In similar tales, they each fought to stay afloat and dodge debris

By CINDY HORSWELL

2008 Houston Chronicle

Sept. 27, 2008, 11:12PM

Neither Mark Davidson nor Mike Anderson intended to take a 14-mile ride on Hurricane Ike's storm surge after crashing waves and 110-mph winds decimated their beach houses on Bolivar.

Nonetheless, the pair survived — one for 14 hours, another for 36 — as they were swept across East Bay and washed up into Chambers County along with tons of debris from Bolivar beach homes.

What at first seemed implausible — these survivors finding soft drinks, a child's life jacket and even a kayak in the midst of a raging hurricane — is instead a story of two men on two separate journeys with a desperate determination to survive.

Both were rescued among tons of debris, from refrigerators to furniture, compressed like a trash compactor along miles of the mostly uninhabited salt marsh of Chambers County.

Today, the 49-year-old Anderson says it was thoughts of his family that kept him alive. Though his feet are still scabbed and swollen from a flesh-eating bacteria, the other abrasions and ant bites that once covered his body are mostly healed.

Anderson, who spent 36 hours in the water clad only in shorts, was discharged Friday after 11 days in the hospital.

"Sometimes I wanted to give up, but I held on. Thinking of my family kept me alive," Anderson said.

His wife, Dawn, and their two children, ages 6 and 4 months, evacuated their home in Crystal Beach. Anderson stayed behind.

"I thought it would never hit us," he said. "There were people who had sat through Category 3 storms and this was only a 2. Nobody realized the water would be that bad."

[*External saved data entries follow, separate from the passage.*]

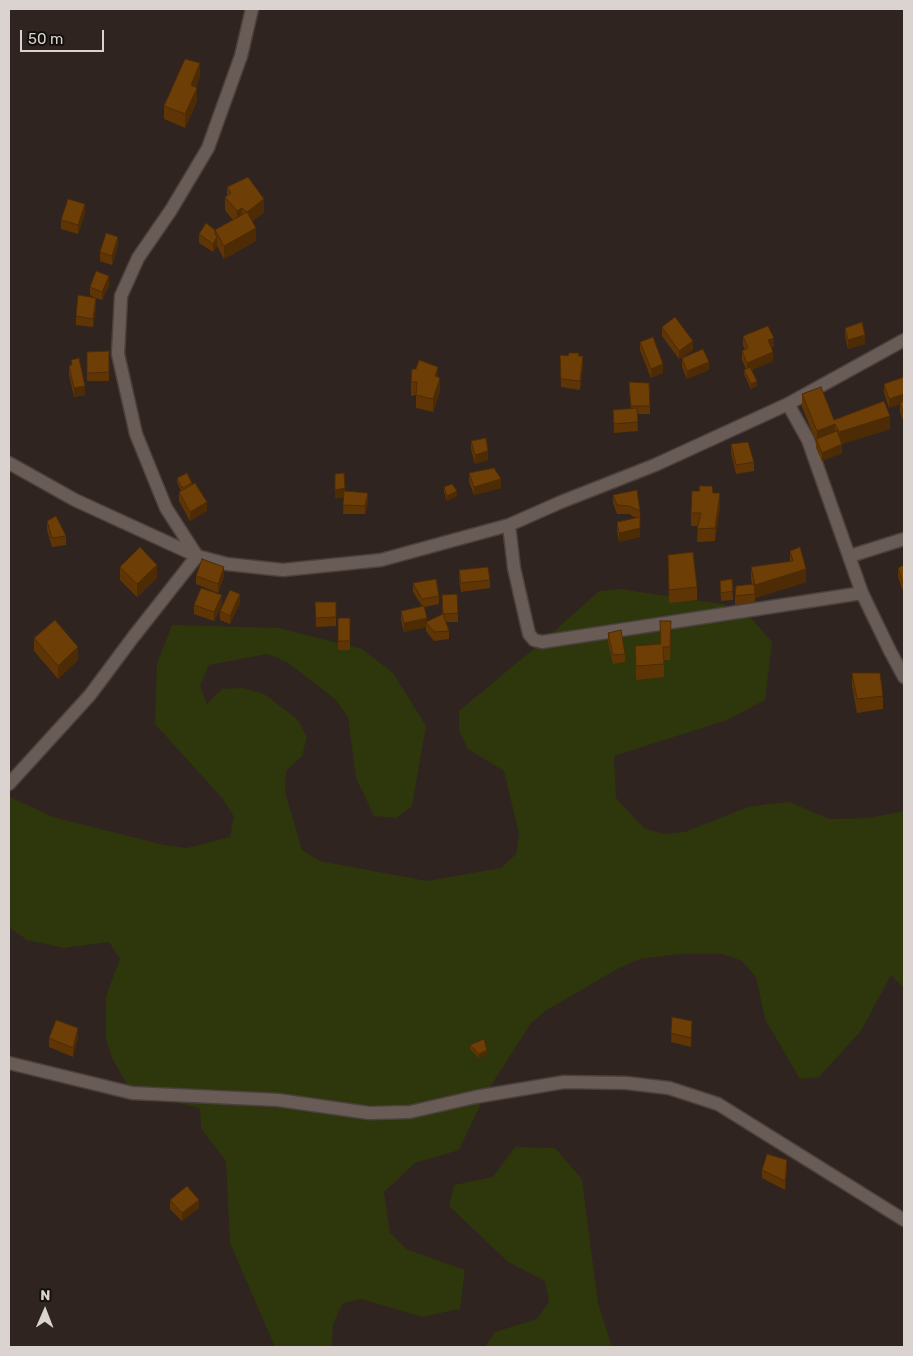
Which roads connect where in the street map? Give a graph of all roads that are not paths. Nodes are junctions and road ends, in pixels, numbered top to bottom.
1 (252, 9) edge
2 (904, 340) edge
3 (788, 404) junction
4 (9, 463) edge
5 (508, 525) junction
6 (904, 540) edge
7 (197, 556) junction
8 (850, 556) junction
9 (862, 592) junction
10 (904, 677) edge
11 (9, 784) edge
12 (9, 1063) edge
13 (904, 1220) edge

1 - 7 street
2 - 3 street
3 - 5 street
3 - 8 street
4 - 7 street
5 - 7 street
5 - 9 street
6 - 8 street
7 - 11 street
8 - 9 street
9 - 10 street
12 - 13 street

But the day before Ike roared ashore, when the sun was still shining, water began to submerge Texas 87, the only exit road for those living on the Bolivar Peninsula.

Plywood and a rafter

About 1 p.m., after telephone pleas from his family, he tried to escape in his van with his two miniature Doberman pinschers and his son's guinea pig. He barely made it across Rollover Pass when water started splashing over his hood and gushing in the windows.

He decided to swim to a sturdy-looking rental house a few hundred yards away, transporting his pets in two trips. On the last trip, he had to dive through the driver's window as the van rolled over.

Once inside the home on 14-foot pilings, he felt safe. He was wrong.

By midnight, waves blew out the windows and knocked the door off its hinges. He stuffed furniture in the gaping holes, but the creaking house began to float.

He dove into the water and clung to the roof until the house began to sink.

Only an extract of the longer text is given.